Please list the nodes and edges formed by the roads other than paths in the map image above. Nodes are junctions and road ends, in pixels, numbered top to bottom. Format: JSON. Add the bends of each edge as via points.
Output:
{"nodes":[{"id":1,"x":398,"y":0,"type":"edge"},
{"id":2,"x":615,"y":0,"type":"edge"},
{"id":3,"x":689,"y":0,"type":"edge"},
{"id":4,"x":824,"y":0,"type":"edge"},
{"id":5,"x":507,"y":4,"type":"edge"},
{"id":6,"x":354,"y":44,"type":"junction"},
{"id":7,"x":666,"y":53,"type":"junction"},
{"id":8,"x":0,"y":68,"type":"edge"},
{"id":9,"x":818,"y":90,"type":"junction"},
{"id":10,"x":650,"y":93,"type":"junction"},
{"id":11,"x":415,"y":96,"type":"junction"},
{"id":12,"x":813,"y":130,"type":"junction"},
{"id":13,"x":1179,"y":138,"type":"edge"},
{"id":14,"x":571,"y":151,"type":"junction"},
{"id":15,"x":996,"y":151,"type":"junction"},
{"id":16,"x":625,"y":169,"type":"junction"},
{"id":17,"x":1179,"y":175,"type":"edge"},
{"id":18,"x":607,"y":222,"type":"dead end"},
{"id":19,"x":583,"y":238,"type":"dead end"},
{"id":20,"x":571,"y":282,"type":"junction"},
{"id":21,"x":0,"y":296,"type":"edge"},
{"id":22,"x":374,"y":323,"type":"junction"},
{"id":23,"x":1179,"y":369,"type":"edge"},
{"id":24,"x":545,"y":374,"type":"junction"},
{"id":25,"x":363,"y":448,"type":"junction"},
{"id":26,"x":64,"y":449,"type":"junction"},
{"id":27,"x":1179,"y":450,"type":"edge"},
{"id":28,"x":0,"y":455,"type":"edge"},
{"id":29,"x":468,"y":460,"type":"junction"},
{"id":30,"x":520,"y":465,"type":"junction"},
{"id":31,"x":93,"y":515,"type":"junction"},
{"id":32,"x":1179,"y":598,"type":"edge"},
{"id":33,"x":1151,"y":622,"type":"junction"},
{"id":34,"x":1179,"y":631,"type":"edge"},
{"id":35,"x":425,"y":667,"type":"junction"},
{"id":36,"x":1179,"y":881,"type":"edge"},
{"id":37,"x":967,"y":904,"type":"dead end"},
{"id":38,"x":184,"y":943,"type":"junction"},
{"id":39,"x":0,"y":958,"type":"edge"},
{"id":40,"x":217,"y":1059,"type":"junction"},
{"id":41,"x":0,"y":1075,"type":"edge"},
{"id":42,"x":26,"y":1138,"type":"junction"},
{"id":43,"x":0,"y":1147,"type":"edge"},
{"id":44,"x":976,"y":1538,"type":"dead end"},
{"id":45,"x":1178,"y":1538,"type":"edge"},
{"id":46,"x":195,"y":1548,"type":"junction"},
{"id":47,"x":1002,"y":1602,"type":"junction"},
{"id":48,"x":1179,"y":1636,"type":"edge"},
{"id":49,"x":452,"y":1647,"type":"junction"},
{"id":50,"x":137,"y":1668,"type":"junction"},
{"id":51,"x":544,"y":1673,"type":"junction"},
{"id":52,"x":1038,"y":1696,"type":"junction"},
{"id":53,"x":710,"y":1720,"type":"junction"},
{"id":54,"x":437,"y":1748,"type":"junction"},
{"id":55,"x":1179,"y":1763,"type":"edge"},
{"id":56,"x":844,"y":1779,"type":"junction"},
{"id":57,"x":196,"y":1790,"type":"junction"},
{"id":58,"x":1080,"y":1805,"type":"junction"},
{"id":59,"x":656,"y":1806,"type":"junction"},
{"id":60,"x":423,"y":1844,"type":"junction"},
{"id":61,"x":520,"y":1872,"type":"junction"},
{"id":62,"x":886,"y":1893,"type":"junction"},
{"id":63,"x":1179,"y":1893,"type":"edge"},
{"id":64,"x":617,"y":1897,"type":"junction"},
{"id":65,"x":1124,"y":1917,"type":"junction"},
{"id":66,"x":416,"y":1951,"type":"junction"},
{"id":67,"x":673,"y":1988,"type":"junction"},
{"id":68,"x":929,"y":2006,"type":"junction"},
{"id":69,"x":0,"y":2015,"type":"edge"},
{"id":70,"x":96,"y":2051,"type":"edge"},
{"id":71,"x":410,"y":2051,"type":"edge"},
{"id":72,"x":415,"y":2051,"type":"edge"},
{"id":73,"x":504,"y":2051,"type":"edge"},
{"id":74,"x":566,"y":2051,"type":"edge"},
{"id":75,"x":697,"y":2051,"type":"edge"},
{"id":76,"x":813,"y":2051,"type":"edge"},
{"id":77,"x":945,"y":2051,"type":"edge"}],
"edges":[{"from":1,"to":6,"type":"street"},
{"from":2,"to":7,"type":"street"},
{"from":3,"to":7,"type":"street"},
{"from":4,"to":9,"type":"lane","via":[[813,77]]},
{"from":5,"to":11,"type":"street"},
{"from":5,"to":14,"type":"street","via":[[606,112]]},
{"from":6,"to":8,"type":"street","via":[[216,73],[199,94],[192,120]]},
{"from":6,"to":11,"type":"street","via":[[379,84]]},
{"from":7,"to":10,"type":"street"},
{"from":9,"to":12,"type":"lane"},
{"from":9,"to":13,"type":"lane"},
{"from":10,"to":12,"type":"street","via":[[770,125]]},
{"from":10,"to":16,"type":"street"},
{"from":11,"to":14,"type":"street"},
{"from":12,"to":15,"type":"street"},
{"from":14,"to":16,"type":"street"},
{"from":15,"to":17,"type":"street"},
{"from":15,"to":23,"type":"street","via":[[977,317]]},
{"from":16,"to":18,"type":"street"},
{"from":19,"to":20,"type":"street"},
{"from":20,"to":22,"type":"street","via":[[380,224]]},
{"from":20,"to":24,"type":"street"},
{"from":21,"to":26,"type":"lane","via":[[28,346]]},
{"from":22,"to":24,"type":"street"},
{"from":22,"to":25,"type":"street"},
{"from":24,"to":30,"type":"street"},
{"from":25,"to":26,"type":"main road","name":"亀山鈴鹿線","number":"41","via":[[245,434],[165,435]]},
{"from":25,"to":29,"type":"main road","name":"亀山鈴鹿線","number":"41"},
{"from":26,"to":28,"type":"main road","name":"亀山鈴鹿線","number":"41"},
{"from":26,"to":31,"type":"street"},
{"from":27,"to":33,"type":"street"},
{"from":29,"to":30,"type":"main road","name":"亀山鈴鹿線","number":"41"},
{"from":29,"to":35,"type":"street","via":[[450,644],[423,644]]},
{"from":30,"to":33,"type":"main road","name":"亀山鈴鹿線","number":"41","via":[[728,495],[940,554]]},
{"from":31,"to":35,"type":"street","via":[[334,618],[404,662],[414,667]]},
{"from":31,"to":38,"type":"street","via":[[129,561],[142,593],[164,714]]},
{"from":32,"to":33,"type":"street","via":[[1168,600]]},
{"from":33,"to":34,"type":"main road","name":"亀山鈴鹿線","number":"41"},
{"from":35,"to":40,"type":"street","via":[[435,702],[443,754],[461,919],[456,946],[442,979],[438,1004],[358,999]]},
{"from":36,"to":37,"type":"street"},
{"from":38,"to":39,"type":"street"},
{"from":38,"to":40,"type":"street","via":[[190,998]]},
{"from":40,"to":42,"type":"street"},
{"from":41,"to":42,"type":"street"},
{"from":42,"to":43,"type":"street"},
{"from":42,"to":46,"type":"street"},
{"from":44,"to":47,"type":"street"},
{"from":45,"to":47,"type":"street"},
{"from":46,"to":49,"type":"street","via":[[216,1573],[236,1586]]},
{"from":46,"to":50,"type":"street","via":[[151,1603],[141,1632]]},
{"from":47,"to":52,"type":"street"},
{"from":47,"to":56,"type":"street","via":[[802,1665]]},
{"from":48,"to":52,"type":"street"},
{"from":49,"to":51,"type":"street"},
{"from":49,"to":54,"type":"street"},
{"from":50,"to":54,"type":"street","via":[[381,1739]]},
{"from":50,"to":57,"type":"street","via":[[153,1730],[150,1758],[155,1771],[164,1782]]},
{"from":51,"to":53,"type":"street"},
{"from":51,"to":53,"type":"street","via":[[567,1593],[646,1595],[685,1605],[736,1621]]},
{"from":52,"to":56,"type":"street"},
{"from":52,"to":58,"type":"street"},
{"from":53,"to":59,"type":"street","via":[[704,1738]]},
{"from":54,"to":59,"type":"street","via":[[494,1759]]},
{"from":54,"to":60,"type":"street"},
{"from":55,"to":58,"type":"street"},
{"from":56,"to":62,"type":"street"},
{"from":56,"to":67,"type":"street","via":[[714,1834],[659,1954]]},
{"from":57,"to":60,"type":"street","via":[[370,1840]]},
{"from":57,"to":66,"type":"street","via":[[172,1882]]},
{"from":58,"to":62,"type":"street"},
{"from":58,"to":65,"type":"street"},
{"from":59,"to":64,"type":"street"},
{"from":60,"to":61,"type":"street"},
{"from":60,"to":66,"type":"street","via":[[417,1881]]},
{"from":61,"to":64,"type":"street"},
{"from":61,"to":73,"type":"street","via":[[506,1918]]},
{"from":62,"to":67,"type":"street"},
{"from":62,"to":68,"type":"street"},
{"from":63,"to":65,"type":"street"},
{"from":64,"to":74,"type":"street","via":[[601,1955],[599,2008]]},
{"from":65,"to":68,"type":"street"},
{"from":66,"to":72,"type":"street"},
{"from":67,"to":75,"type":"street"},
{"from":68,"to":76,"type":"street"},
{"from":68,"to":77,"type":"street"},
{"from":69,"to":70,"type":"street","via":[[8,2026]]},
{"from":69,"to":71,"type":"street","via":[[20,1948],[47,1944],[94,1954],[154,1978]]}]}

__What to do__.
Please report only the count of lines in the entries above where the word "edges" appears.

__Result of this task__.
2